**WORK REQUIRED:** Work out how many lines below contain the word "Luar". Only the number is wanted.

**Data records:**
'''
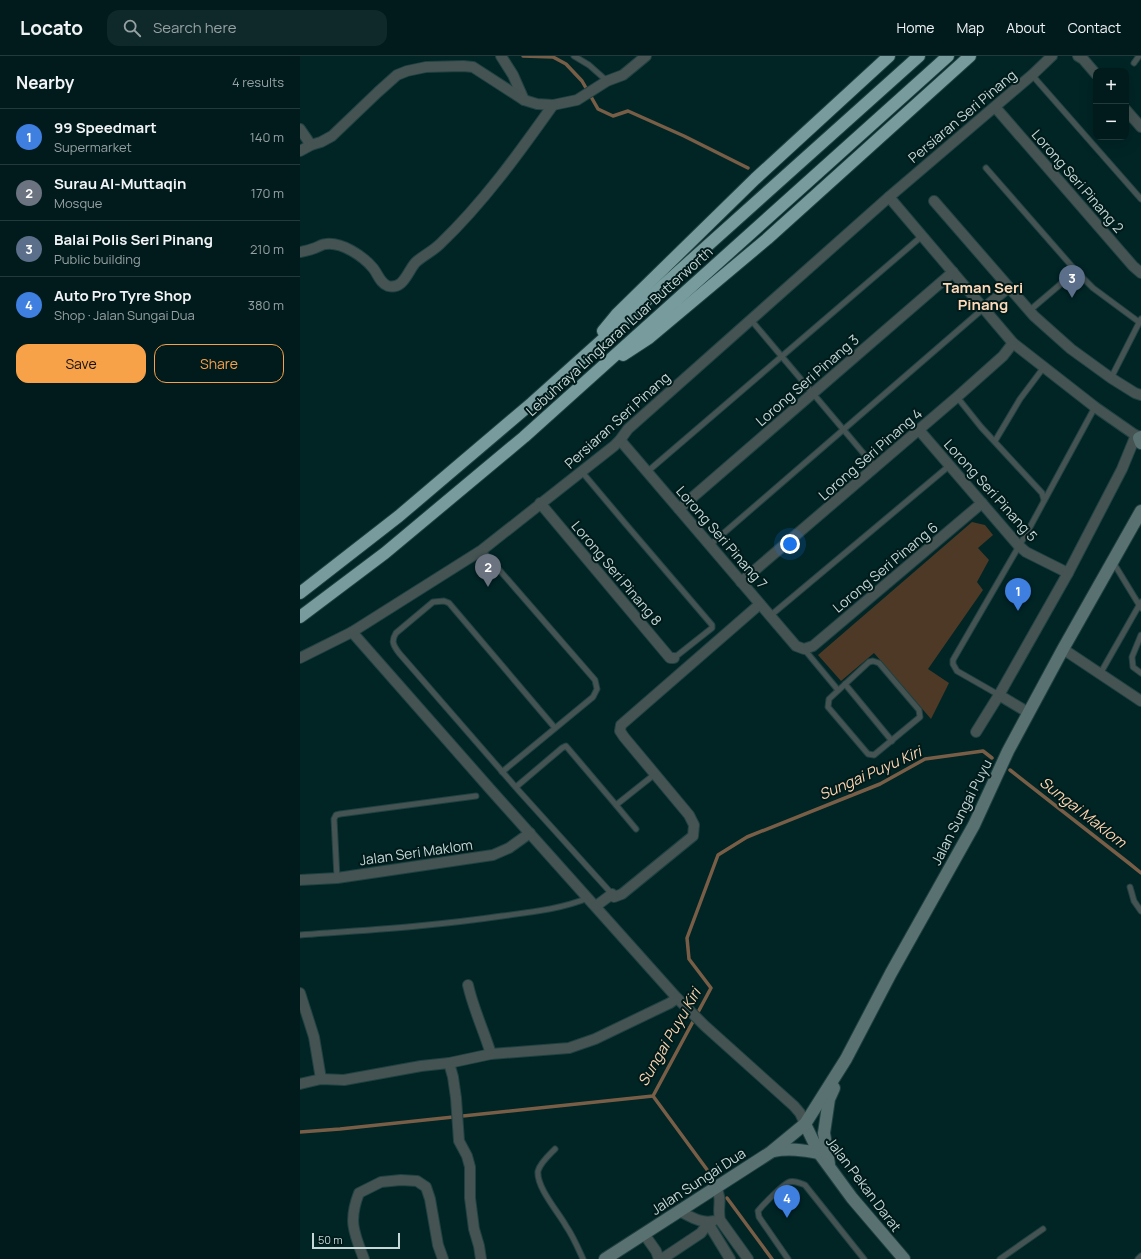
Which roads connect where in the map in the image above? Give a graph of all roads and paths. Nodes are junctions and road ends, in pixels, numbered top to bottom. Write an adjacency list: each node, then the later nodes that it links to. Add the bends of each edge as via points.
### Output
1 (501, 56): 15 (street)
2 (574, 56): 14 (lane, via 588,65)
3 (646, 56): 14 (street, via 623,75)
4 (889, 56): 39 (highway, via 755,179 628,303)
5 (948, 56): 41 (highway, Lebuhraya Lingkaran Luar Butterworth)
6 (970, 56): 41 (highway, via 761,244 649,338)
7 (1052, 56): 13 (street, Persiaran Seri Pinang)
8 (1078, 56): 12 (street)
9 (1139, 56): 11 (lane)
10 (918, 57): 39 (highway, Lebuhraya Lingkaran Luar Butterworth)
11 (1134, 63)
12 (1093, 71)
13 (1032, 75): 17 (street, Persiaran Seri Pinang); 25 (lane)
14 (604, 82): 16 (street, via 577,100)
15 (524, 100): 16 (street); 21 (street, via 474,68 426,67 407,71 397,75 332,136)
16 (553, 105): 28 (street, via 525,145 453,231 412,266 408,276 396,286 388,286 381,282 373,268 361,257 337,244 324,244)
17 (995, 107): 24 (street, Persiaran Seri Pinang); 31 (street, Lorong Seri Pinang 2)
18 (1129, 113): 19 (street)
19 (1141, 127)
20 (300, 129): 21 (street)
21 (312, 145): 22 (street)
22 (300, 151)
23 (986, 168): 29 (lane)
24 (889, 197): 27 (street); 35 (street, Persiaran Seri Pinang)
25 (1141, 199)
26 (934, 202): 32 (street)
27 (922, 236): 30 (street); 38 (lane)
28 (300, 252)
29 (1076, 271): 34 (lane); 36 (lane, via 1093,288)
30 (953, 272): 33 (street); 43 (street, Lorong Seri Pinang 3)
31 (1141, 273)
32 (1008, 288): 33 (street); 34 (street)
33 (984, 308): 37 (street); 48 (lane)
34 (1029, 311): 42 (street, via 1071,349)
35 (751, 320): 38 (lane); 50 (street, Persiaran Seri Pinang, via 628,429)
36 (1140, 320): 42 (lane)
37 (1013, 343): 40 (street); 45 (street, Lorong Seri Pinang 4, via 1003,356)
38 (782, 357): 43 (lane); 55 (lane)
39 (580, 361): 67 (highway, Lebuhraya Lingkaran Luar Butterworth, via 398,516)
40 (1044, 367): 46 (street); 51 (lane, via 1020,399)
41 (593, 374): 71 (highway, Lebuhraya Lingkaran Luar Butterworth, via 524,437 391,548)
42 (1111, 378): 44 (street)
43 (813, 394): 48 (lane); 59 (street, Lorong Seri Pinang 3)
44 (1141, 395)
45 (957, 397): 47 (street, Lorong Seri Pinang 4); 51 (lane)
46 (1095, 407): 49 (street); 56 (lane)
47 (919, 430): 52 (street, Lorong Seri Pinang 5); 53 (street, Lorong Seri Pinang 4)
48 (844, 431): 53 (lane); 61 (lane)
49 (1140, 438): 65 (street)
50 (620, 440): 54 (street, Persiaran Seri Pinang); 55 (street, Lorong Seri Pinang 7)
51 (995, 442): 56 (lane, via 1042,492)
52 (949, 466): 57 (street, Lorong Seri Pinang 5); 70 (lane)
53 (875, 467): 66 (street, Lorong Seri Pinang 4)
54 (582, 472): 58 (street, Persiaran Seri Pinang); 77 (lane, via 712,625 712,628)
55 (647, 472): 59 (street, Lorong Seri Pinang 7)
56 (1044, 500): 62 (lane)
57 (982, 503): 62 (street, Lorong Seri Pinang 5); 74 (street, Lorong Seri Pinang 6, via 813,646)
58 (540, 504): 63 (street, Persiaran Seri Pinang); 77 (street, Lorong Seri Pinang 8, via 670,658)
59 (679, 509): 61 (street, Lorong Seri Pinang 7)
60 (1141, 511): 64 (main road, Jalan Sungai Puyu)
61 (710, 545): 66 (street, Lorong Seri Pinang 7)
62 (1018, 545): 65 (street, Lorong Seri Pinang 5, via 1026,552); 82 (lane, via 953,660 956,671)
63 (482, 550): 72 (street, Persiaran Seri Pinang); 85 (lane, via 595,680 597,689 592,697)
64 (1112, 562): 69 (lane); 75 (main road, Jalan Sungai Puyu)
65 (1068, 573): 82 (street)
66 (741, 582): 68 (street, Lorong Seri Pinang 7)
67 (300, 593)
68 (760, 604): 70 (street, Lorong Seri Pinang 7); 89 (street, via 621,725 620,731 624,737)
69 (1140, 605): 79 (lane)
70 (770, 616): 74 (street, Lorong Seri Pinang 7, via 796,646)
71 (300, 617)
72 (352, 632): 76 (street, Persiaran Seri Pinang); 94 (street)
73 (1141, 635): 78 (lane, via 1132,658 1133,667)
74 (804, 649): 81 (lane)
75 (1063, 649): 79 (street); 84 (main road, Jalan Sungai Puyu)
76 (300, 658)
77 (674, 658)
78 (1141, 673)
79 (1100, 674): 83 (street)
80 (845, 684): 81 (lane); 87 (lane); 87 (lane, via 869,662 879,663 919,710 920,717)
81 (838, 690): 87 (lane, via 829,699 828,707 868,754 874,756)
82 (999, 695): 84 (street); 86 (street)
83 (1141, 701)
84 (1029, 713): 107 (main road, Jalan Sungai Puyu, via 1008,751 974,825)
85 (555, 728): 88 (lane); 88 (lane, via 449,603 433,602 396,633 392,639 393,646)
86 (976, 732)
87 (892, 741)
88 (502, 772): 90 (lane)
89 (655, 774): 92 (lane); 98 (street, via 689,815 694,825 692,836 622,894)
90 (516, 787): 92 (lane, via 566,746); 98 (lane)
91 (476, 796): 95 (lane, via 336,815 334,819)
92 (616, 805): 93 (lane)
93 (636, 829)
94 (530, 833): 95 (street, Jalan Seri Maklom, via 509,848 493,855); 99 (street)
95 (337, 878): 96 (street, Jalan Seri Maklom)
96 (300, 880)
97 (1130, 887): 101 (lane, via 1134,901)
98 (612, 894): 100 (street)
99 (588, 898): 100 (street); 102 (lane, via 560,908 471,921)
100 (596, 906): 105 (street)
101 (1141, 911)
102 (300, 935)
103 (468, 985): 106 (street)
104 (300, 993): 109 (street, via 314,1037)
105 (680, 1000): 106 (street, via 595,1039 569,1048); 111 (street, via 705,1026 794,1106)
106 (491, 1054): 108 (street)
107 (846, 1059): 111 (main road, Jalan Sungai Puyu); 115 (main road, via 829,1099 824,1133)
108 (449, 1063): 109 (street, via 344,1080); 125 (street, via 453,1078 459,1141 470,1167 470,1198)
109 (321, 1079): 110 (street)
110 (300, 1084)
111 (805, 1124): 113 (main road, Jalan Sungai Dua); 114 (main road, Jalan Pekan Darat)
112 (554, 1149): 126 (lane, via 538,1171 541,1185 567,1226)
113 (771, 1152): 114 (main road, via 787,1149); 116 (main road, Jalan Sungai Dua)
114 (819, 1153): 115 (main road, Jalan Pekan Darat)
115 (829, 1167): 134 (main road, Jalan Pekan Darat)
116 (716, 1188): 117 (main road, Jalan Sungai Dua); 118 (street, via 721,1199 718,1212)
117 (679, 1211): 119 (street); 121 (main road, Jalan Sungai Dua)
118 (720, 1220): 119 (street); 131 (street)
119 (708, 1223): 129 (street, via 701,1234); 130 (street)
120 (1043, 1229): 135 (lane)
121 (644, 1234): 127 (main road, Jalan Sungai Dua); 128 (street, via 656,1251)
122 (1141, 1256): 136 (lane)
123 (364, 1259): 124 (street, via 354,1233 353,1218 359,1193 382,1182 401,1180 418,1181 426,1187)
124 (443, 1259)
125 (481, 1259)
126 (583, 1259)
127 (605, 1259)
128 (658, 1259)
129 (662, 1259)
130 (730, 1259)
131 (748, 1259)
132 (788, 1259): 133 (lane, via 759,1217 758,1211 789,1182 798,1182 805,1185)
133 (864, 1259)
134 (904, 1259)
135 (1000, 1259)
136 (1138, 1259)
'''
**OUTPUT:** 4